Reputation:
HTML:
<tbody>
<tr >
<td> Tim Cook </td>
<td class="wpsTableNrmRow" > Apple CEO
<a href:applicatiodetailaddress> all CEOs </a> // Nor required this node
</td>
</tr>
<tr >
<td> Sundar Pichai </td>
<td class="wpsTableNrmRow" > Google CEO </td>
</tr>
<tr >
<td> NoCompany </td>
<td class="wpsTableNrmRow" > NOT, DEFINED</td>
</tr>
</tbody>
Code:
applicationData = [td.text for td in webBrowser.find_elements_by_xpath('//td[@class="wpsTableNrmRow"]')]
record = {'Designation': applicationData[0],
'Designation': applicationData[1],'Designation': applicationData[2]}
OUTPUT:
Designation: Apple CEO all CEOs // Not required 'all CEOs'
Designation: Google CEO
Designation: Not, DEFINED
I am scraping data from the table and the <a tag is also scraped.

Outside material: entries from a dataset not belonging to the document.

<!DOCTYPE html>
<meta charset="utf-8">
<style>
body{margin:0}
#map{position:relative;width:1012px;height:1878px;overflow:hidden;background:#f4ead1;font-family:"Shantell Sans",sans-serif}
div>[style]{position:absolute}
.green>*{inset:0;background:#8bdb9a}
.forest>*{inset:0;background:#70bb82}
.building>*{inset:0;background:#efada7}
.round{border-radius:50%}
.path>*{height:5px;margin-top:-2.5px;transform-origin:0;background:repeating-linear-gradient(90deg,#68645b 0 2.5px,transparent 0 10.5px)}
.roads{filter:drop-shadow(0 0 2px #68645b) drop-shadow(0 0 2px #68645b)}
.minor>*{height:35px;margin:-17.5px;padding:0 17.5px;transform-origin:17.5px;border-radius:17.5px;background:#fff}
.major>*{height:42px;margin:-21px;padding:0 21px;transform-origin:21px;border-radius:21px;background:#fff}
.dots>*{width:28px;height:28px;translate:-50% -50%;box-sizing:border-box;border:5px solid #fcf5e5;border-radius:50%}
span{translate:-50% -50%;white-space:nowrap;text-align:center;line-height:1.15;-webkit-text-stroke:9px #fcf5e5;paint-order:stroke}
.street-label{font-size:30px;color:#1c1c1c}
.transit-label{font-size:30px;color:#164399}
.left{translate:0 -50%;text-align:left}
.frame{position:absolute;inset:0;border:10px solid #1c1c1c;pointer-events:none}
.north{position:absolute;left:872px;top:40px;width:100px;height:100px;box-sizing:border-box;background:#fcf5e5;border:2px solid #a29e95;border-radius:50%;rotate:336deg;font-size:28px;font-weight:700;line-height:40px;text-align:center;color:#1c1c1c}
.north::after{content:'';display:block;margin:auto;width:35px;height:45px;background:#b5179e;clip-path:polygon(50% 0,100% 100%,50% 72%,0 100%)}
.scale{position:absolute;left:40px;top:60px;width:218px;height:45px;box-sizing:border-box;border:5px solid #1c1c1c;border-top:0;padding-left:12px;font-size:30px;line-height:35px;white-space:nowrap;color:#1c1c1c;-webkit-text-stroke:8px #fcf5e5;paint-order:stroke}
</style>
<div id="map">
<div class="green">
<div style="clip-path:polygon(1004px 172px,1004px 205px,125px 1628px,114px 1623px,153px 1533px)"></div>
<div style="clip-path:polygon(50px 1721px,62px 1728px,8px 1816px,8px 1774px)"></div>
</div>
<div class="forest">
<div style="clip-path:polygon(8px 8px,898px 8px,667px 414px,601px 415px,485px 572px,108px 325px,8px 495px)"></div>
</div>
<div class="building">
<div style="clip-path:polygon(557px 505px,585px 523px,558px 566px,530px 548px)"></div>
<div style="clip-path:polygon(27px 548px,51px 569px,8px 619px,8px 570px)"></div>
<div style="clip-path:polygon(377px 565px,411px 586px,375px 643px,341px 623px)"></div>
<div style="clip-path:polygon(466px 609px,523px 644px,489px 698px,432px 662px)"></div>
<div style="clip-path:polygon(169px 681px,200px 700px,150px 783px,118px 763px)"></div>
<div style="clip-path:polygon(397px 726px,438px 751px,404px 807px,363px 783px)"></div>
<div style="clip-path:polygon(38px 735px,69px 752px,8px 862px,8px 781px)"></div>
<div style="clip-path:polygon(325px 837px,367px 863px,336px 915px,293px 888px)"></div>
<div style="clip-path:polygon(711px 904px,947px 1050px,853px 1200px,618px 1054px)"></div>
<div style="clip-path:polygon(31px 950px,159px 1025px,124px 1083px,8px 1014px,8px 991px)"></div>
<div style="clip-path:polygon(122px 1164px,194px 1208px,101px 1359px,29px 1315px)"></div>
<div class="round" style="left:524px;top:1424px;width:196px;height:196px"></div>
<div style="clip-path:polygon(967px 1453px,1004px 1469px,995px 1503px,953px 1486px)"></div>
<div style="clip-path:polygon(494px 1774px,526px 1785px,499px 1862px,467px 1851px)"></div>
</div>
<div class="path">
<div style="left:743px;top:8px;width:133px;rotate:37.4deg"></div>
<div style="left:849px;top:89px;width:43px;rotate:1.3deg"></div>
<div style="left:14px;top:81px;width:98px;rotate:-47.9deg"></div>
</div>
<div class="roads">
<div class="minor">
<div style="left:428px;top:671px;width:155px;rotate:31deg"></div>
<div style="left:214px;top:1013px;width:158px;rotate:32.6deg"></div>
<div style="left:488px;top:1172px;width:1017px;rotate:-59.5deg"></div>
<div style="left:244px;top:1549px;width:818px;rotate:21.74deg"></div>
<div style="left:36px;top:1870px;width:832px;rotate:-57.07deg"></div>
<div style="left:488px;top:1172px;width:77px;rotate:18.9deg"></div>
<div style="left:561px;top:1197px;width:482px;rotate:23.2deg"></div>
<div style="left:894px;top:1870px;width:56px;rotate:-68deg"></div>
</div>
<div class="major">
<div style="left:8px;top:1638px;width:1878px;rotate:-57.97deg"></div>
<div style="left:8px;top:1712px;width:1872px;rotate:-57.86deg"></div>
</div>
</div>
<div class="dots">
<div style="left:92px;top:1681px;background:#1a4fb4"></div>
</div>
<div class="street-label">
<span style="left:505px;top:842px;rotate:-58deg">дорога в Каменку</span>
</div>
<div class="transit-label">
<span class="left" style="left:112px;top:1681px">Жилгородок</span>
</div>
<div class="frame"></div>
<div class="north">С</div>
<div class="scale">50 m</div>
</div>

I don't want to scrape <a tag.
How can I do this?
I tried [td.get_attribute("textContent").split("\n")[0] for td in webBrowser.find_elements_by_xpath('//td[@class="wpsTableNrmRow" and text()!=" "]')]
OUTPUT:
Designation: Apple CEO
Designation: Google CEO
Designation: // should have value 'NOT, DEFINED'
How to get value?
Upvotes: 0
Views: 149
Reputation: 19929
applicationData = [td.get_attribute("textContent").split("\n")[0] for td in webBrowser.find_elements_by_xpath('//td[@class="wpsTableNrmRow"]')]
record = {'Designation1': applicationData[0], 'Designation2': applicationData[1]}
Try above code , here we use TextCOntent and it returns different text nodes in different lines so you can split it using "\n"
Upvotes: 1